The goal is an unaltered copy of the records below, minus any images.
§
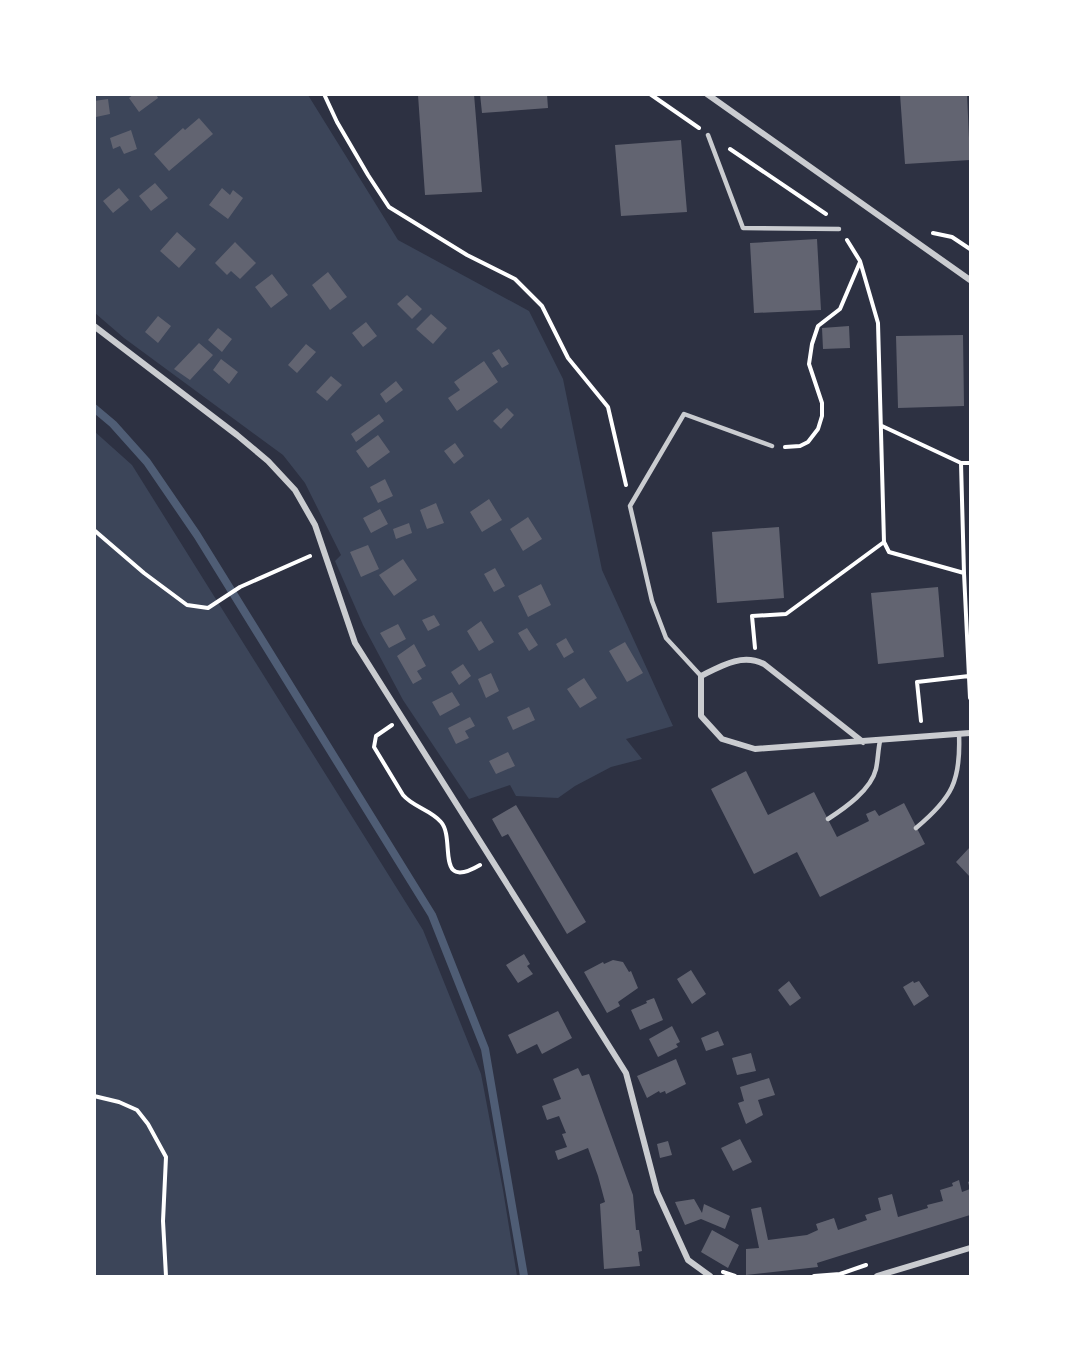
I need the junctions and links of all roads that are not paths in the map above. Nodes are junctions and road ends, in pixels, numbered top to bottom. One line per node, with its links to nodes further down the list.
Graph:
1 (707, 94): 4 (street)
2 (708, 135): 3 (lane)
3 (839, 230)
4 (970, 280)
5 (94, 326): 15 (street)
6 (772, 446): 7 (lane)
7 (701, 676): 11 (street); 11 (street)
8 (970, 733): 9 (street)
9 (959, 734): 10 (street); 13 (lane)
10 (879, 741): 11 (street); 12 (lane)
11 (863, 742)
12 (828, 819)
13 (916, 828)
14 (970, 1248): 16 (street)
15 (710, 1276)
16 (877, 1276)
§
- REPLY -
I need the junctions and links of all roads that are not paths in the map above. Nodes are junctions and road ends, in pixels, numbered top to bottom. One line per node, with its links to nodes further down the list.
Graph:
1 (707, 94): 4 (street)
2 (708, 135): 3 (lane)
3 (839, 230)
4 (970, 280)
5 (94, 326): 15 (street)
6 (772, 446): 7 (lane)
7 (701, 676): 11 (street); 11 (street)
8 (970, 733): 9 (street)
9 (959, 734): 10 (street); 13 (lane)
10 (879, 741): 11 (street); 12 (lane)
11 (863, 742)
12 (828, 819)
13 (916, 828)
14 (970, 1248): 16 (street)
15 (710, 1276)
16 (877, 1276)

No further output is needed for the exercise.